I managed to find the two papers by Redlawski cited in the references.
ir.uiowa.edu/polisci_pubs/68/
www3.interscience.wiley.com/journal/123581149/abstract
His page is at:www.rci.rutgers.edu/~redlawsk/
@may
Lovely story for big families May….I can see that
Viewers of the latest Q&A were privy to the delicious spectacle of both Roskam and Abetz having to contradict themselves in mid-flight.
And here is Minchin on those dreadful set top boxes,
http://www.nickminchin.com.au/news/default.asp?action=article&ID=22
The only Minchin I pay attention to is Tim. And I daren’t call him a person of a ulotrichous incarnadine persuasion. 😉
All of you are forgetting one thing. All Julia Gillard has to do is announce her wedding before the next election, have the wedding, wait a (short) dignified time and then call the election.

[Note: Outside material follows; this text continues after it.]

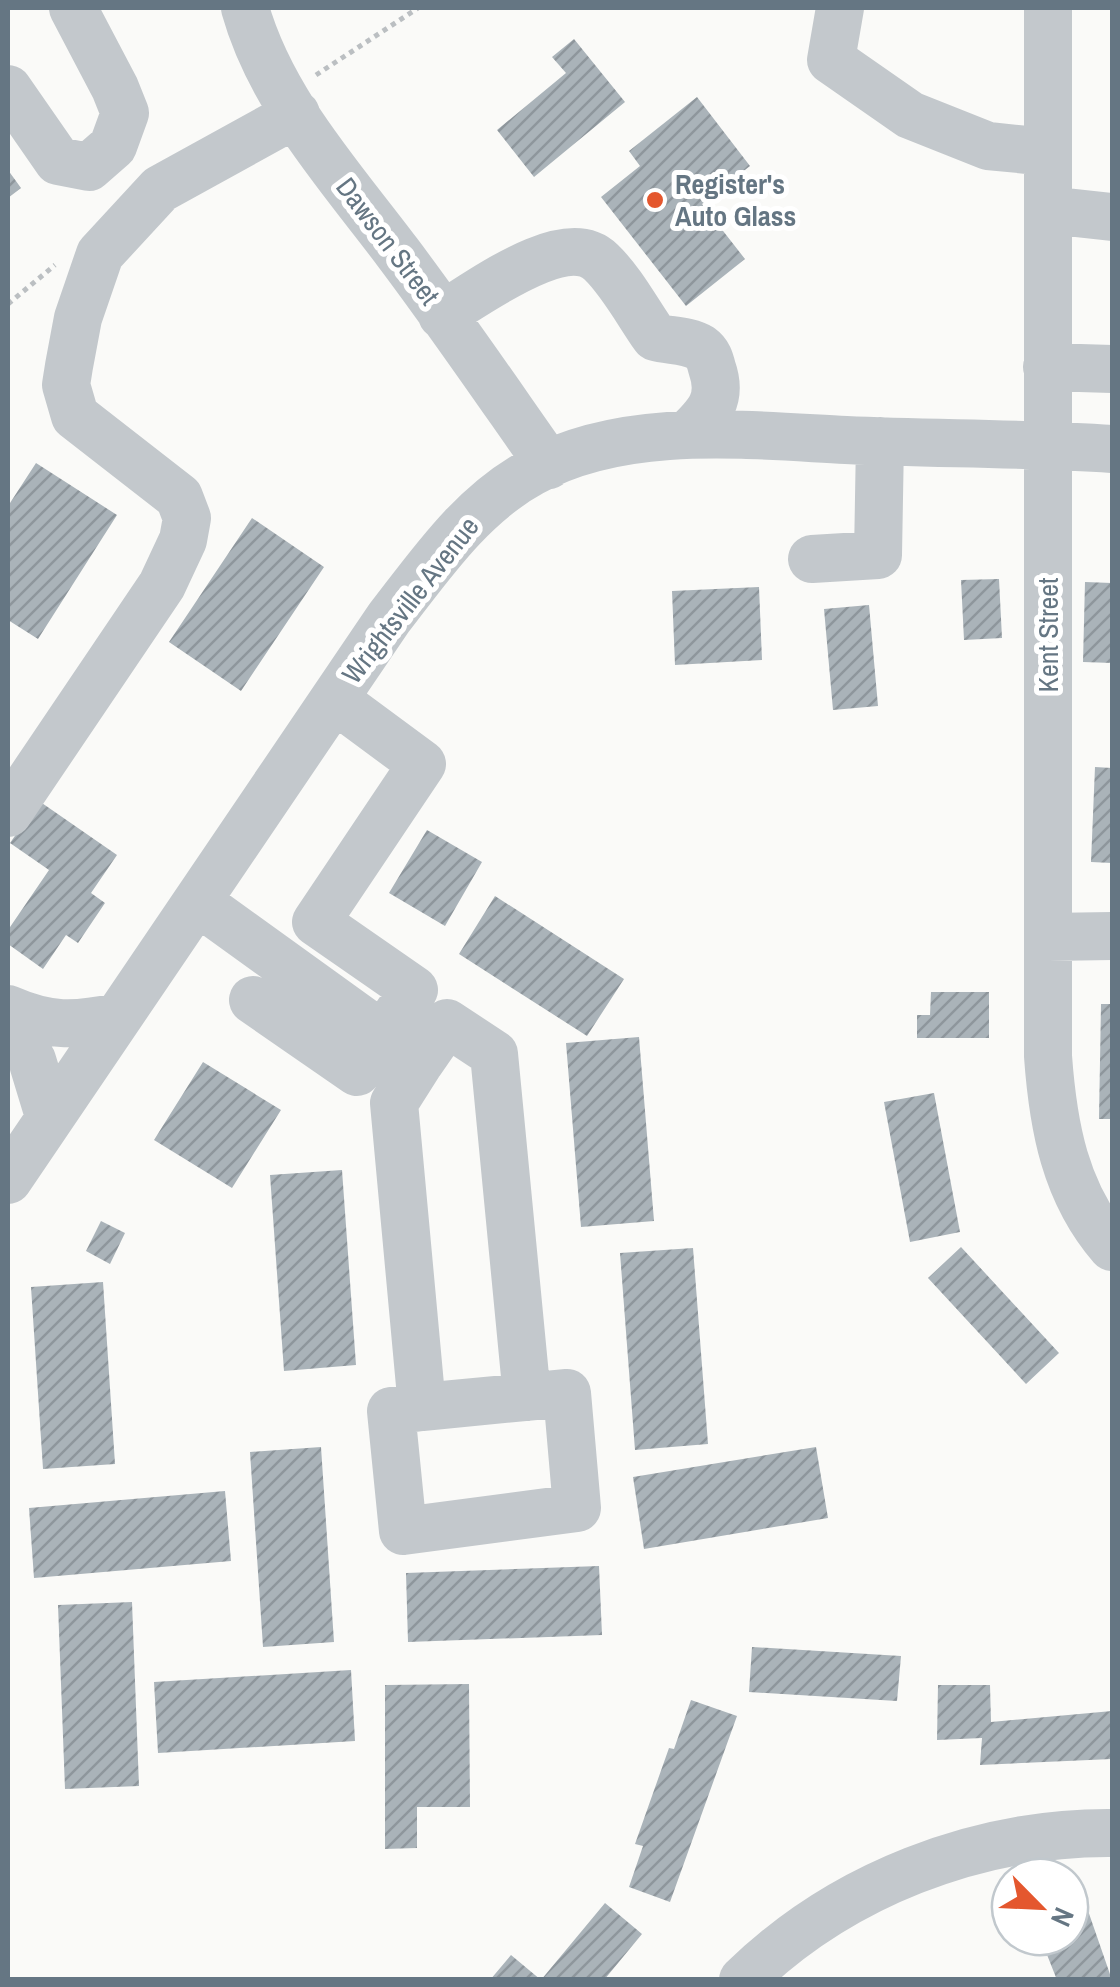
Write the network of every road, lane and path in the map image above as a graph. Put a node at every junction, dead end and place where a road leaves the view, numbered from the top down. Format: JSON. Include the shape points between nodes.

Bingo! She wins the next election. Are most people that facile? Yes. It will be amusing watching Tony Abbott being defeated by such a “black swan” event.
Perhaps I should have called it a Red-Swan event.
Donald Trump was only attempting to boost the ratings of his TV ‘show’.
That was very transparent.
He was never a serious contender at all.
Confirmation bias is something that has become more pervasive with the growth of the internet. If you have a belief, no matter what it is, just google it and you can quickly confirm that you are correct.
thanks Alice,
i wonder how the technique would go applied to state premiers in the share out of funds from the fed govt?
who gets to divvy up and who gets first pick?
it’d be fun to watch.
@rog
Set top boxes for pensioners. Far to good for them.
Surely under the new “work till you drop” policies they ought to be too exhausted after an honest day’s work to be able to sit down and watch digital telly. And if they are not too tired, with their new found employment, they ought to be able to pay for their own.
@may
May
In think W.A. just grabbed the fattest slice of cake even before it landed on the table.